Even before the inauguration, Budzinski felt the pressure to make sure no Madigan-recommended candidates were slipping through the cracks. Prosecutors showed an email from the morning of Christmas Eve 2018 regarding Paul Karas, name No. 31 on Madigan’s list, which indicated he’d be a candidate to lead the Illinois Department of Transportation.
“We need to call him at least, and perhaps maybe consider him for the #2 spot,” Budzinski wrote to fellow staffers. “The Speaker raised with JB yesterday. Just don’t want it to fall thru. Help!”
Karas ended up not being hired; the week after Pritzker promoted his pick for IDOT secretary from within the agency, Karas resigned from his post as New York Department of Transportation commissioner amid scrutiny of the department’s handling of commercial vehicle inspections.
But despite this intense attention on Madigan’s recommendations, Budzinski said Pritzker’s team gave just as much consideration to the names forwarded by the speaker as those recommended by the three other legislative leaders. Budzinski also said the Pritzker administration would “absolutely not” have hired anyone because they’d made a payment or promised a benefit to Madigan.
“Because that would be wrong and because we had a process and would never do that,” she testified.
The jury last week saw a version of Madigan’s recommendations list from October 2019 featuring Basham’s handwritten notes.
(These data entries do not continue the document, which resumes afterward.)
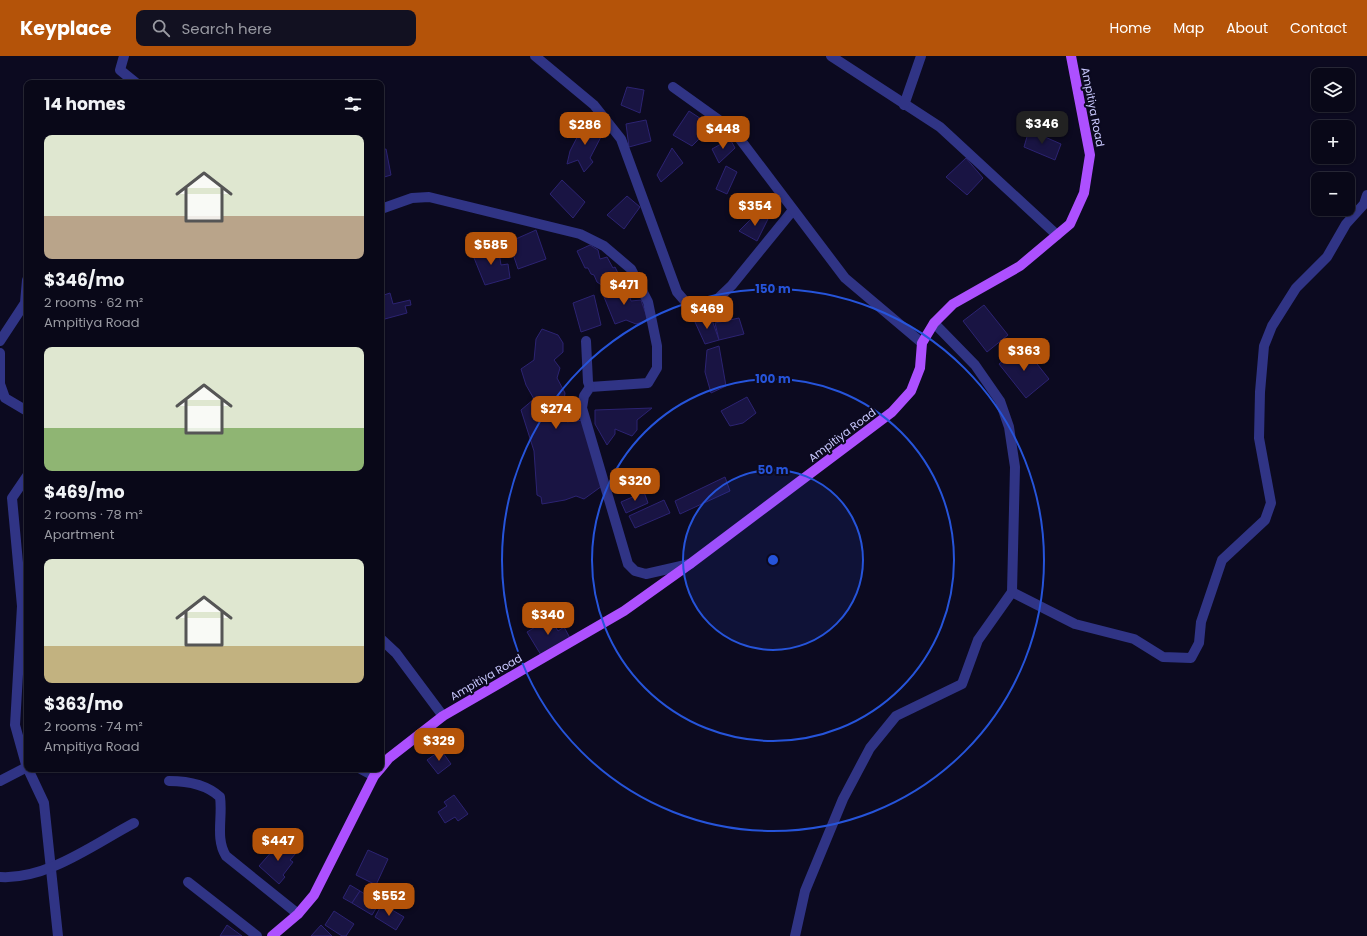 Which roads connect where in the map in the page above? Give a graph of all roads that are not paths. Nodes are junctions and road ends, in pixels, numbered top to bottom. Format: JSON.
{"nodes":[{"id":1,"x":124,"y":56,"type":"edge"},
{"id":2,"x":535,"y":56,"type":"edge"},
{"id":3,"x":831,"y":56,"type":"edge"},
{"id":4,"x":921,"y":56,"type":"edge"},
{"id":5,"x":1071,"y":56,"type":"edge"},
{"id":6,"x":132,"y":80,"type":"edge"},
{"id":7,"x":673,"y":86,"type":"dead end"},
{"id":8,"x":904,"y":105,"type":"junction"},
{"id":9,"x":1367,"y":195,"type":"edge"},
{"id":10,"x":384,"y":208,"type":"edge"},
{"id":11,"x":793,"y":210,"type":"junction"},
{"id":12,"x":1057,"y":235,"type":"junction"},
{"id":13,"x":24,"y":305,"type":"edge"},
{"id":14,"x":934,"y":323,"type":"junction"},
{"id":15,"x":0,"y":341,"type":"edge"},
{"id":16,"x":586,"y":341,"type":"dead end"},
{"id":17,"x":922,"y":343,"type":"junction"},
{"id":18,"x":0,"y":353,"type":"edge"},
{"id":19,"x":590,"y":387,"type":"junction"},
{"id":20,"x":24,"y":409,"type":"edge"},
{"id":21,"x":24,"y":480,"type":"edge"},
{"id":22,"x":690,"y":564,"type":"junction"},
{"id":23,"x":1012,"y":592,"type":"junction"},
{"id":24,"x":384,"y":642,"type":"edge"},
{"id":25,"x":443,"y":716,"type":"junction"},
{"id":26,"x":24,"y":757,"type":"edge"},
{"id":27,"x":384,"y":764,"type":"edge"},
{"id":28,"x":24,"y":770,"type":"edge"},
{"id":29,"x":29,"y":772,"type":"edge"},
{"id":30,"x":378,"y":772,"type":"edge"},
{"id":31,"x":169,"y":780,"type":"dead end"},
{"id":32,"x":0,"y":782,"type":"edge"},
{"id":33,"x":134,"y":823,"type":"dead end"},
{"id":34,"x":51,"y":868,"type":"junction"},
{"id":35,"x":0,"y":877,"type":"edge"},
{"id":36,"x":188,"y":882,"type":"dead end"},
{"id":37,"x":298,"y":914,"type":"junction"},
{"id":38,"x":58,"y":936,"type":"edge"},
{"id":39,"x":257,"y":936,"type":"edge"},
{"id":40,"x":272,"y":936,"type":"edge"},
{"id":41,"x":795,"y":936,"type":"edge"}],
"edges":[{"from":1,"to":6,"type":"street"},
{"from":2,"to":11,"type":"street"},
{"from":3,"to":8,"type":"street"},
{"from":4,"to":8,"type":"street"},
{"from":5,"to":12,"type":"main road","name":"Ampitiya Road"},
{"from":7,"to":11,"type":"street"},
{"from":8,"to":12,"type":"street"},
{"from":9,"to":23,"type":"street"},
{"from":10,"to":19,"type":"street"},
{"from":11,"to":17,"type":"street"},
{"from":12,"to":14,"type":"main road","name":"Ampitiya Road"},
{"from":13,"to":15,"type":"street"},
{"from":14,"to":17,"type":"main road","name":"Ampitiya Road"},
{"from":14,"to":23,"type":"street"},
{"from":16,"to":19,"type":"street"},
{"from":17,"to":22,"type":"main road","name":"Ampitiya Road"},
{"from":18,"to":20,"type":"street"},
{"from":19,"to":22,"type":"street"},
{"from":21,"to":26,"type":"street"},
{"from":22,"to":25,"type":"main road","name":"Ampitiya Road"},
{"from":23,"to":41,"type":"street"},
{"from":24,"to":25,"type":"street"},
{"from":25,"to":27,"type":"main road","name":"Ampitiya Road"},
{"from":28,"to":32,"type":"street"},
{"from":29,"to":34,"type":"street"},
{"from":30,"to":37,"type":"main road","name":"Ampitiya Road"},
{"from":31,"to":37,"type":"street"},
{"from":33,"to":34,"type":"street"},
{"from":34,"to":35,"type":"street"},
{"from":34,"to":38,"type":"street"},
{"from":36,"to":39,"type":"street"},
{"from":37,"to":40,"type":"main road","name":"Ampitiya Road"}]}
At the end of the three-page list, Basham noted that 43 of the 91 recommendations had been taken up by the Pritzker administration – a “47% success rate,” she wrote.
Testimony from Acevedo?
Earlier on Monday, outside the presence of the jury, attorneys argued about the government’s motion to compel testimony from former Illinois state Rep. Eddie Acevedo, who allegedly received two no-work contracts from electric utility Commonwealth Edison and AT&T Illinois at Madigan’s direction.
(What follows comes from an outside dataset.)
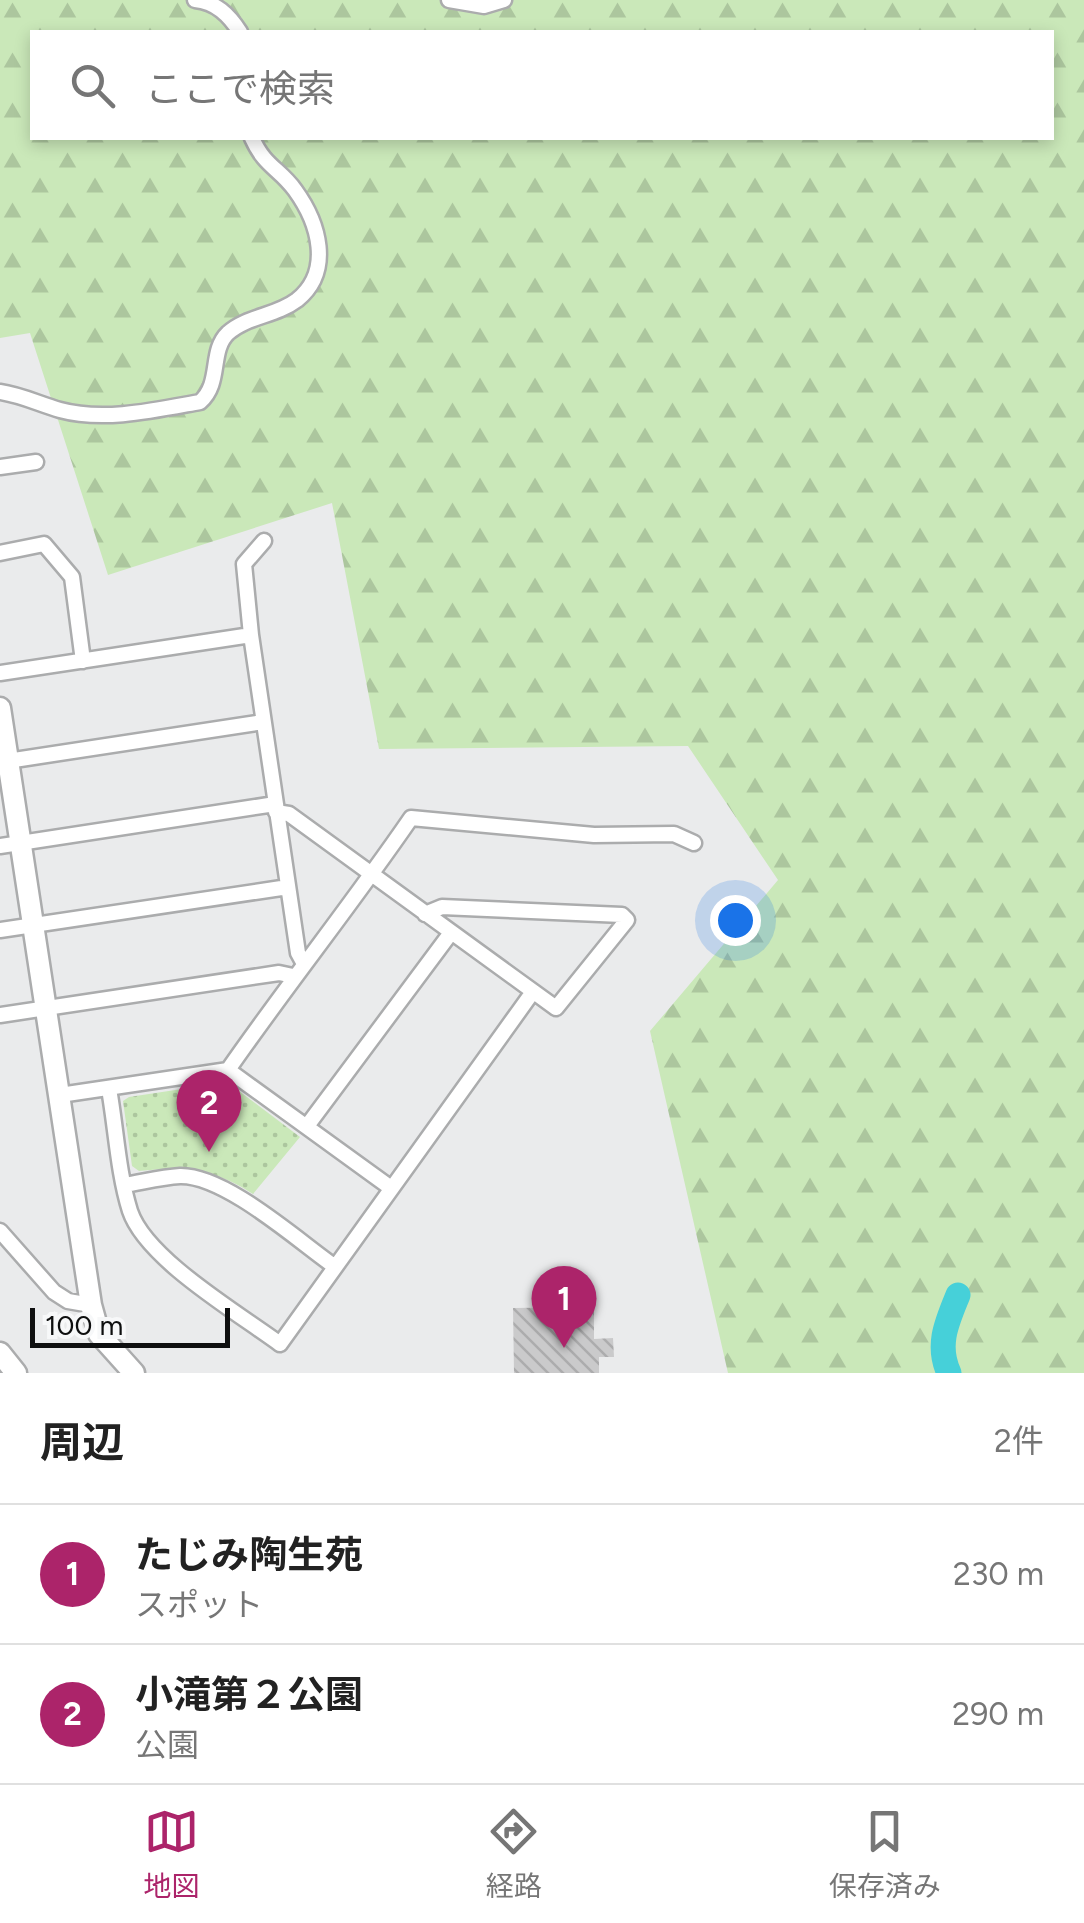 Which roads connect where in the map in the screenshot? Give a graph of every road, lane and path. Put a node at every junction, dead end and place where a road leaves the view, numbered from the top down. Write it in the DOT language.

Both companies paid hefty fines when they entered into deferred prosecution agreements acknowledging prosecutors’ allegations that they’d bribed Madigan in exchange for his help in pushing their preferred legislation in Springfield.
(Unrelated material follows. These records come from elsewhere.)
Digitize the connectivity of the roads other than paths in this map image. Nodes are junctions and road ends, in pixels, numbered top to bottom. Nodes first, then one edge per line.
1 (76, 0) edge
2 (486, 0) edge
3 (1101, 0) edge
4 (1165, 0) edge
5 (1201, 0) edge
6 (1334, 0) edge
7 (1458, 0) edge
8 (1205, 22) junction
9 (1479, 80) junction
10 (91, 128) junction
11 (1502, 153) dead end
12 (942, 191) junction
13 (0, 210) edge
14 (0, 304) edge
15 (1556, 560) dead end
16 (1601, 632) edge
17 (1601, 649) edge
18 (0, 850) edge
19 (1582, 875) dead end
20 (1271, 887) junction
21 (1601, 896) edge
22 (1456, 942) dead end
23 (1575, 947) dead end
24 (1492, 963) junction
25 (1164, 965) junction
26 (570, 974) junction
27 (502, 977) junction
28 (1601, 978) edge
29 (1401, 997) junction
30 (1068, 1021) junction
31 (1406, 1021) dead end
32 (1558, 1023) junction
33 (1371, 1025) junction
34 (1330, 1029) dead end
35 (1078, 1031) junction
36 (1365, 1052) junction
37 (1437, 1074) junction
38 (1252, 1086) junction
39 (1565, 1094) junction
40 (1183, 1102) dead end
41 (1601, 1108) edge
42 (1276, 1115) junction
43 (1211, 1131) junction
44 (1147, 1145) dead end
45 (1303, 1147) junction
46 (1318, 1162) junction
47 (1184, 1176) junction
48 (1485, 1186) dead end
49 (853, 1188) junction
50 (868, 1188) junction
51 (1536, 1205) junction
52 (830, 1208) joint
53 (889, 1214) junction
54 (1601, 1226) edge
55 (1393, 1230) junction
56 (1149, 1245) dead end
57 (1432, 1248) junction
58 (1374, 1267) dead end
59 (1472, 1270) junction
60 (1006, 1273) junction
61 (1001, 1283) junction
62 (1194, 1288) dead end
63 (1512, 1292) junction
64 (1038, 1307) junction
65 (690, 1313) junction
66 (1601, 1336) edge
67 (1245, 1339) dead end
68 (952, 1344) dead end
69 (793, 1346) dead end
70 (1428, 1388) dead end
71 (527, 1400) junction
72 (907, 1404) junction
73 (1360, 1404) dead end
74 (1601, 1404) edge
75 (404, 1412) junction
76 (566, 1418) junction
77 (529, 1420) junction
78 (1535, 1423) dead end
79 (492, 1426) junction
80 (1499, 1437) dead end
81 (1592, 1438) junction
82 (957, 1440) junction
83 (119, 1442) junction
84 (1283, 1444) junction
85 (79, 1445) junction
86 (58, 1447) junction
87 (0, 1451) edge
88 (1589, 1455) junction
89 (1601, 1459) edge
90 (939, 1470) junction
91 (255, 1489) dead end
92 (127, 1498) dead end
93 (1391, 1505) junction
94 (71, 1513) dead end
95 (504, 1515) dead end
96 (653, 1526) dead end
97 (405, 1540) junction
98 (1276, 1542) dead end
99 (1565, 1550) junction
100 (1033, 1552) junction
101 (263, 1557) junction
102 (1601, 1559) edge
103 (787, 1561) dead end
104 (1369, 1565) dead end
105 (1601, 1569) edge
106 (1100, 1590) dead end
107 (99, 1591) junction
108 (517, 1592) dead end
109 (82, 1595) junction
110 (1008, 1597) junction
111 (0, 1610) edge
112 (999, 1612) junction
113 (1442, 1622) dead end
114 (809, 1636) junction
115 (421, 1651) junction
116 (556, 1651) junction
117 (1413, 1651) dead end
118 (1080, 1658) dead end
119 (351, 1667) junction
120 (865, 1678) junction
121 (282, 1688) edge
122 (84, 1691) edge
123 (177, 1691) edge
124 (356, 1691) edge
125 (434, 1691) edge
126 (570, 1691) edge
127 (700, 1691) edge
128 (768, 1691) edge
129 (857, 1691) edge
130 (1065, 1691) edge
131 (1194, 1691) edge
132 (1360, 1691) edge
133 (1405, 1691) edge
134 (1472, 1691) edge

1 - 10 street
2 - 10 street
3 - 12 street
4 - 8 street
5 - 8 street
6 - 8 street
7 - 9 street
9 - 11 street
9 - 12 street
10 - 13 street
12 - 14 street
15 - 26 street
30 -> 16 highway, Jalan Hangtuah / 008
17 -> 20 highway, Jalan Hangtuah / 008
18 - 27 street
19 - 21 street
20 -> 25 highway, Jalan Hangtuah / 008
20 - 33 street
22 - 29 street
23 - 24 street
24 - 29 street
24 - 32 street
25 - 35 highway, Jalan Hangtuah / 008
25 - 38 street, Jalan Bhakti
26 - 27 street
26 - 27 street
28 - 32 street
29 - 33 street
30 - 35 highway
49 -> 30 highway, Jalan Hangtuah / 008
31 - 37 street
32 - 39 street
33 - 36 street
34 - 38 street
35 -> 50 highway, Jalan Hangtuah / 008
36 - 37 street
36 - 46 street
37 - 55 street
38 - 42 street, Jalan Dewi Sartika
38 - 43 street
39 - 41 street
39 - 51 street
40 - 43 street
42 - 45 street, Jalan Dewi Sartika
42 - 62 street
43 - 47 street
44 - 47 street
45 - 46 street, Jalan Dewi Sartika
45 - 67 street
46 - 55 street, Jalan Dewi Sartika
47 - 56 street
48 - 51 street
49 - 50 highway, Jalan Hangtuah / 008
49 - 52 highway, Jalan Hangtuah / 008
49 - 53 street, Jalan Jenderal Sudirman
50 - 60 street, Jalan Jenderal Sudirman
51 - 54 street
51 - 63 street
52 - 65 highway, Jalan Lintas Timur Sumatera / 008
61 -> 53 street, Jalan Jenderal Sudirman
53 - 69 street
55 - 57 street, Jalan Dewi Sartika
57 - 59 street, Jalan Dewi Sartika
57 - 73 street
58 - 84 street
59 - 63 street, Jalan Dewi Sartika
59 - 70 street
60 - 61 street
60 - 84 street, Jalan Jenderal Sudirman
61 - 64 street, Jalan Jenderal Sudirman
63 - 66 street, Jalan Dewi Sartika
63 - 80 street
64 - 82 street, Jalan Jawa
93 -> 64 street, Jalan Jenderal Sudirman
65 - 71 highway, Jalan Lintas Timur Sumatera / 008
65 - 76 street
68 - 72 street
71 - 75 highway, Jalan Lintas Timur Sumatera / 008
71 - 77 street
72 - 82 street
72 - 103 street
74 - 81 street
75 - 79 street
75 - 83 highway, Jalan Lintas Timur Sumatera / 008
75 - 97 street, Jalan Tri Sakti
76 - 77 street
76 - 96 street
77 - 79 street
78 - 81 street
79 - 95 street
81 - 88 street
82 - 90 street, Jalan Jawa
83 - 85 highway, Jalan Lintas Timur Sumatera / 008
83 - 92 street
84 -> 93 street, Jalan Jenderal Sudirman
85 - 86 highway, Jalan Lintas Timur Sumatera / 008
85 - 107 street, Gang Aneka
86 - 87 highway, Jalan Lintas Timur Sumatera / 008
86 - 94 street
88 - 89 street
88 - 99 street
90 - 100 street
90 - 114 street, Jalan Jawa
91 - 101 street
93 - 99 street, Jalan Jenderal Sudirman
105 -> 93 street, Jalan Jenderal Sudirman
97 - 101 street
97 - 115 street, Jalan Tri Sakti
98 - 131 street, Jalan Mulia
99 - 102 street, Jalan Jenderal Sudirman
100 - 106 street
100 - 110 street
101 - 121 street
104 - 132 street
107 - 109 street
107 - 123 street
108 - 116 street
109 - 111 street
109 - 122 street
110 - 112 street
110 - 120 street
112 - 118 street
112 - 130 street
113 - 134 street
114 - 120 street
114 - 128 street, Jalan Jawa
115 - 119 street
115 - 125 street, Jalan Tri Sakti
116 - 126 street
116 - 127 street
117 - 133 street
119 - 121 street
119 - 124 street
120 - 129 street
McClain was one of four former ComEd lobbyists and executives who were convicted last year for their roles in bribing Madigan. In September, however, a jury deadlocked after the trial of former AT&T Illinois president Paul La Schiazza, who had been charged with bribing Madigan by approving a nine-month $22,500 contract for Acevedo in 2017.
The company paid him indirectly through one of its contract lobbyists, according to payment records. ComEd also indirectly paid Acevedo $120,000 in 2017 and 2018 through three contract lobbyists.
Neither Acevedo nor any of the other subcontractors alleged to have collected a total of $1.3 million from ComEd from 2011 to 2019 have been charged with wrongdoing. But Acevedo did serve six months in prison for tax evasion uncovered as part of the government’s sprawling investigation into Madigan.
Judge Blakey on Friday ordered Acevedo to testify, immunizing him and ruling that he could not avoid appearing on the witness stand by invoking his Fifth Amendment right against self-incrimination. But his attorney argued Monday morning that Acevedo has dementia and asked that he at least be given a copy of his grand jury testimony to guide him as to what he’d previously admitted about his no-work contracts.
Though he’d been on witness lists in both the ComEd and AT&T trials, he wasn’t called either time.
The judge said he would meet with Acevedo on Tuesday afternoon to determine whether he is fit to take the witness stand.
Madigan’s attorneys on Monday also argued that prosecutors should drop charges related to AT&T after the government’s final witness list indicated they wouldn’t be calling former AT&T Illinois lobbyist Steve Selcke.
In the September trial, Selcke denied that he and his colleagues were seeking to bribe Madigan with Acevedo’s contract. The judge in that case is expected to rule this month on whether to acquit La Schiazza.